- _ACTIVITY_
Pull every "INVERNESS" line out of the data below.

[[ EXTRACTED INFORMATION, beginning ]]

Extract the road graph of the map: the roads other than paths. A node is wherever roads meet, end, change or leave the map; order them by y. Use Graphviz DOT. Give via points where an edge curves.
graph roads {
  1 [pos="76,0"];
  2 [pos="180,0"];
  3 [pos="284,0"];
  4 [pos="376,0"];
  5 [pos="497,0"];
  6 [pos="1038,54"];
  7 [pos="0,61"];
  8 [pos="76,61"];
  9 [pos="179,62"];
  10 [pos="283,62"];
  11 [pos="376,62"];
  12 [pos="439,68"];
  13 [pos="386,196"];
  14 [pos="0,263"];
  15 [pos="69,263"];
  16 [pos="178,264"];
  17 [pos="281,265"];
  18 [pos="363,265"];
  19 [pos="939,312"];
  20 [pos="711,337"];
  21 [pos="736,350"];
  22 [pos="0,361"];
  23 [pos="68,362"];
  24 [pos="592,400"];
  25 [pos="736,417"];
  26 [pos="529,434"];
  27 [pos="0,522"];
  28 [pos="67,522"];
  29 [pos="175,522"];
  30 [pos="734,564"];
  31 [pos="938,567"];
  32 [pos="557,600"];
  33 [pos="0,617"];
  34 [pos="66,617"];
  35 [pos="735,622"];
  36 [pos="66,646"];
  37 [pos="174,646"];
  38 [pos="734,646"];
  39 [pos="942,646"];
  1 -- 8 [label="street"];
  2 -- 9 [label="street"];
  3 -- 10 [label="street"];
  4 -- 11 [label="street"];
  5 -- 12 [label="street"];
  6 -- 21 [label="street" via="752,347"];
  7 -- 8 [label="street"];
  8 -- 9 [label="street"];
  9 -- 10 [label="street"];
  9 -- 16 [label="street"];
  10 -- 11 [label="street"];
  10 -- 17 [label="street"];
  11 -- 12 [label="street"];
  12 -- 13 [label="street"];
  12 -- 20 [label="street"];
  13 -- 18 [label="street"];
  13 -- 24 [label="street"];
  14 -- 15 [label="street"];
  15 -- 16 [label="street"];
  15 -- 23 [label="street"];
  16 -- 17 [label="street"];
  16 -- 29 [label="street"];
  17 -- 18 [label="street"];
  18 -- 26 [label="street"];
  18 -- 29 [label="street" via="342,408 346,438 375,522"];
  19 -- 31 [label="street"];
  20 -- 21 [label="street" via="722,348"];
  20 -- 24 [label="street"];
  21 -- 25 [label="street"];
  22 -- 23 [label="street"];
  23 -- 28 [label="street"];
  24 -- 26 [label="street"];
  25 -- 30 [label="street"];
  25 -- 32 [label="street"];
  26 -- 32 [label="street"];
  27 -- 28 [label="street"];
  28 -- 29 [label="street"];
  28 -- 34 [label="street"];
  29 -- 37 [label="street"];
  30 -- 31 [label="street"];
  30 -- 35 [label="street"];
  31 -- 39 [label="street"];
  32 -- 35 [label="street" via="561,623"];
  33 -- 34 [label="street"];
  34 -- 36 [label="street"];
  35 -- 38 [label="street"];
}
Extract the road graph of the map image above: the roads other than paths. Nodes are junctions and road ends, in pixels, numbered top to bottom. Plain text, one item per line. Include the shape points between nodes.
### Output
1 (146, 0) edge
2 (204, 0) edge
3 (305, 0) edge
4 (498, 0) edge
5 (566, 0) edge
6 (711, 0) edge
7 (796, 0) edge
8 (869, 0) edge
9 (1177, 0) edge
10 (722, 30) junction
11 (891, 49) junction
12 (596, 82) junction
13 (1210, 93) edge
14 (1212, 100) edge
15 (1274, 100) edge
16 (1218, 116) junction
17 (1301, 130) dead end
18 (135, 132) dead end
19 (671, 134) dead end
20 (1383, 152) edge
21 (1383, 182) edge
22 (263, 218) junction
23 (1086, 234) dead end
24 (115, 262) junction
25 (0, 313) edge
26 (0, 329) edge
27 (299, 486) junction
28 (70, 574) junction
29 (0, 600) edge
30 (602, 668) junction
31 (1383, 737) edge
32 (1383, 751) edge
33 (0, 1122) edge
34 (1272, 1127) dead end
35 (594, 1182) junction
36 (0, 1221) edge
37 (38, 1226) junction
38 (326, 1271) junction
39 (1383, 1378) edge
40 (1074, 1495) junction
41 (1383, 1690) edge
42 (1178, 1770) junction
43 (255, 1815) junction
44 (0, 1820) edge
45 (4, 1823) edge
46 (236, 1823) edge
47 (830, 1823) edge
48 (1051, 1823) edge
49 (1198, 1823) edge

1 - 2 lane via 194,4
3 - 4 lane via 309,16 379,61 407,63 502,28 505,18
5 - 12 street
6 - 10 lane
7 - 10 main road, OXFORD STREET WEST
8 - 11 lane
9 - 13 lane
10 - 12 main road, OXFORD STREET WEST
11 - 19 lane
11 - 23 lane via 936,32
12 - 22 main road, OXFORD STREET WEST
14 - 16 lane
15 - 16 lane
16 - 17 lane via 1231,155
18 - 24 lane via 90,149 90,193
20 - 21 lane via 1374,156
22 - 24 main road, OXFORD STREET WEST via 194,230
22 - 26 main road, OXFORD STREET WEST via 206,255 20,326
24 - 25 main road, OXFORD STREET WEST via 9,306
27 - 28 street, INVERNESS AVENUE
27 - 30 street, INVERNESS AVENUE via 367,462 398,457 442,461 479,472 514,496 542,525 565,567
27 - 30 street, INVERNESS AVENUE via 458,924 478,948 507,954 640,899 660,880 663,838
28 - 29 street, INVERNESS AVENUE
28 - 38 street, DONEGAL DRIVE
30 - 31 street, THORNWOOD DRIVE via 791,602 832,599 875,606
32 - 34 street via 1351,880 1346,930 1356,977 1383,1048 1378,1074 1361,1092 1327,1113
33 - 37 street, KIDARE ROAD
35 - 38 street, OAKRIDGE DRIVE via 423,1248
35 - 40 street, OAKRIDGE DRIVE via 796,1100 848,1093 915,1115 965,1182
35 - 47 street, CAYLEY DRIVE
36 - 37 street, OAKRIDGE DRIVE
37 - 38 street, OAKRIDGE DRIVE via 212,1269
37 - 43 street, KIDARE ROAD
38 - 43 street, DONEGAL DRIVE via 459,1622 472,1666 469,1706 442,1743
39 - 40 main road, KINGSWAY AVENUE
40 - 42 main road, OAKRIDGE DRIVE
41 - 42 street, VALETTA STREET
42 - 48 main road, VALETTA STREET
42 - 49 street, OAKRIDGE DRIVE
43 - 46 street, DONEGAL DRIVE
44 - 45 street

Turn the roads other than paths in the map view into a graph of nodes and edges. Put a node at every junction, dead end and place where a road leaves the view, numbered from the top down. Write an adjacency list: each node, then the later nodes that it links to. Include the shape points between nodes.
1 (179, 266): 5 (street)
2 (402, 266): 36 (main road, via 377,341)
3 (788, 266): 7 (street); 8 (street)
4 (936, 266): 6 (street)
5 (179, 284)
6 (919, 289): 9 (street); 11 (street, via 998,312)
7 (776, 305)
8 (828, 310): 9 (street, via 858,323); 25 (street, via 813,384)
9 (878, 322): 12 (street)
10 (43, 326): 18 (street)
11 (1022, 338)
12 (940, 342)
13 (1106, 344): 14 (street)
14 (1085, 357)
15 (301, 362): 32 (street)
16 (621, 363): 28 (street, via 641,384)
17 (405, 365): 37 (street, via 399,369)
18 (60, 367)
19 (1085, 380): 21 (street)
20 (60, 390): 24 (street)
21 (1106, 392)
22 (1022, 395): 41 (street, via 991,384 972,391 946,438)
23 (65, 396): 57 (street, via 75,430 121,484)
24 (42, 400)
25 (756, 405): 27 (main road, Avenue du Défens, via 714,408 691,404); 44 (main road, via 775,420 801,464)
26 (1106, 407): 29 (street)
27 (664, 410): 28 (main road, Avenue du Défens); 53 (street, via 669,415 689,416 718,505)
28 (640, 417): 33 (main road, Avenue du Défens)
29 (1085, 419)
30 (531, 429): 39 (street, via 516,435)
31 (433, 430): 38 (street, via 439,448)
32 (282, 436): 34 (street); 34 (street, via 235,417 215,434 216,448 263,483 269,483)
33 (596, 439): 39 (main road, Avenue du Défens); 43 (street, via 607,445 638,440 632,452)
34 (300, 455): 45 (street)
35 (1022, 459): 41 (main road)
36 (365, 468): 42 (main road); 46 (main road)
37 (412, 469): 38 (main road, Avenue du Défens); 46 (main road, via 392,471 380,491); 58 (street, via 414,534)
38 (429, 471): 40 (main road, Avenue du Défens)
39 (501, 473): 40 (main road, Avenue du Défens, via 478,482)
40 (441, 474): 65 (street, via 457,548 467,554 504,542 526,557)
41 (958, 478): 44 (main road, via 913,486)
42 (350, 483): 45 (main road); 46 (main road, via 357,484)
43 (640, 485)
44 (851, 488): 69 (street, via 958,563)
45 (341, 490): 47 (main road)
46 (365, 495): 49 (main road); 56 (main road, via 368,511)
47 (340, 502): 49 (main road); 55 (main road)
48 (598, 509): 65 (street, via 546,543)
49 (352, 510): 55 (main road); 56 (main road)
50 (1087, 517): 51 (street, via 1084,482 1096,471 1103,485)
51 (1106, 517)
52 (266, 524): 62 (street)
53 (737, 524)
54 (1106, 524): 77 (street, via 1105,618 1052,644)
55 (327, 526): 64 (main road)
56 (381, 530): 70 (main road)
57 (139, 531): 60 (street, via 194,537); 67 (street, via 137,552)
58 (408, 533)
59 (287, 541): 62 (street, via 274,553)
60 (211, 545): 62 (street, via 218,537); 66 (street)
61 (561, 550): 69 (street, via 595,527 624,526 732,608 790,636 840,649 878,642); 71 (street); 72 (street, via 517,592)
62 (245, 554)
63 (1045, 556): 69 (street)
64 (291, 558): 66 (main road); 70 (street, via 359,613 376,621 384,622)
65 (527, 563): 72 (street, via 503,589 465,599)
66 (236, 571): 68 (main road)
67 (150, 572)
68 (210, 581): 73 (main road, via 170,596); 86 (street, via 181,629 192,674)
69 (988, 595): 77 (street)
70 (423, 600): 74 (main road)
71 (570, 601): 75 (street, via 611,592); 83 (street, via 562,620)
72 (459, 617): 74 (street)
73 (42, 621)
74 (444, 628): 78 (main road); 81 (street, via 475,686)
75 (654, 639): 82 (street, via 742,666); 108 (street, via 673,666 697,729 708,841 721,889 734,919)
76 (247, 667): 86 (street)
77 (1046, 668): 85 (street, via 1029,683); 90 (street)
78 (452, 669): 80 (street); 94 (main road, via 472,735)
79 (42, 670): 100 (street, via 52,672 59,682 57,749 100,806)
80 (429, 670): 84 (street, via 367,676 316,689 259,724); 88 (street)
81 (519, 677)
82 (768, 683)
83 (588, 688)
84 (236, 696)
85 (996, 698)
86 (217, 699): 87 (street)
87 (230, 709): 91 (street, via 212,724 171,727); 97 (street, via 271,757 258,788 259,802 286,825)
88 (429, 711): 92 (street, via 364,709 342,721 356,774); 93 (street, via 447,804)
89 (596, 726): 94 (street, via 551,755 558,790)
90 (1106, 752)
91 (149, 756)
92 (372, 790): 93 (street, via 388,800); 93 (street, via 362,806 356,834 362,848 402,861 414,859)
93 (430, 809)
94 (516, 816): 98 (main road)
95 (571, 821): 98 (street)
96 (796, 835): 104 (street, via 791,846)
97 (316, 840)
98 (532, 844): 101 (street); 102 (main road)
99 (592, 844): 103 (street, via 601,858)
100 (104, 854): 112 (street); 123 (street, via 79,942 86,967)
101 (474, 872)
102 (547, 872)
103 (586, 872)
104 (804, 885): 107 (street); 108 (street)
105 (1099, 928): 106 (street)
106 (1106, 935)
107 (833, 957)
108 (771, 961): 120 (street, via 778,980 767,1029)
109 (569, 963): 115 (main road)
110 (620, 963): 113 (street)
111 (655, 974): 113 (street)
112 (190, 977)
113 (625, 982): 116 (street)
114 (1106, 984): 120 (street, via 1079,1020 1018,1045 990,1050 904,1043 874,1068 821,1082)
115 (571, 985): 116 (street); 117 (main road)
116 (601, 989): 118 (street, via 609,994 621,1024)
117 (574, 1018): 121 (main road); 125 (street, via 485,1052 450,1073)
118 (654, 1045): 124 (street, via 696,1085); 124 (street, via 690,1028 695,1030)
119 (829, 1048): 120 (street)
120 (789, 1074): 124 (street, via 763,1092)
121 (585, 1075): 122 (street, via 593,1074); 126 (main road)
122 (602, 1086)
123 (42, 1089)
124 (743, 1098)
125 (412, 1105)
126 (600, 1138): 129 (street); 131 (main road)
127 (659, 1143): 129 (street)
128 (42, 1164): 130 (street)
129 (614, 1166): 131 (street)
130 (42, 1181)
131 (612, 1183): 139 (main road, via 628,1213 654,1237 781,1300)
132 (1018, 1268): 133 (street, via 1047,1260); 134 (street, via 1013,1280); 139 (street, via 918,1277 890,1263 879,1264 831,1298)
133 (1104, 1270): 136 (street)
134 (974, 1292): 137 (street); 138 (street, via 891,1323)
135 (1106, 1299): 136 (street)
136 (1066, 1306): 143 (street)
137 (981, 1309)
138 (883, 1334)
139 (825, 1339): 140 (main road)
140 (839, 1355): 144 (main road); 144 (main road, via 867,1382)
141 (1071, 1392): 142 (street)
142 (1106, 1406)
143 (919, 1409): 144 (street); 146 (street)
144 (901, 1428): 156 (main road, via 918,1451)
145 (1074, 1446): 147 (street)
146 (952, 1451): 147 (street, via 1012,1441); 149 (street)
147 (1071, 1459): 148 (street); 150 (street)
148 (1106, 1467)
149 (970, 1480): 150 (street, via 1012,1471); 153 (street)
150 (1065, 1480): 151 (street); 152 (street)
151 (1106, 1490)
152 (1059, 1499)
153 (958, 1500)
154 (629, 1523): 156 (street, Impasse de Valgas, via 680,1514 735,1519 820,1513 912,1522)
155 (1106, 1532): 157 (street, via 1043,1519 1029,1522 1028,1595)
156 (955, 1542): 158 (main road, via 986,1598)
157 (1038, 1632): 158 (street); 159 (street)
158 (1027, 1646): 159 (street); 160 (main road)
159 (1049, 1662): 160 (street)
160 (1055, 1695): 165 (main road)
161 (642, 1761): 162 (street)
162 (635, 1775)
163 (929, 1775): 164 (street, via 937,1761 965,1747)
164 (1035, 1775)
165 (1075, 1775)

[[ EXTRACTED INFORMATION, end ]]

- _ANSWER TO THIS PROBLEM_
27 - 28 street, INVERNESS AVENUE
27 - 30 street, INVERNESS AVENUE via 367,462 398,457 442,461 479,472 514,496 542,525 565,567
27 - 30 street, INVERNESS AVENUE via 458,924 478,948 507,954 640,899 660,880 663,838
28 - 29 street, INVERNESS AVENUE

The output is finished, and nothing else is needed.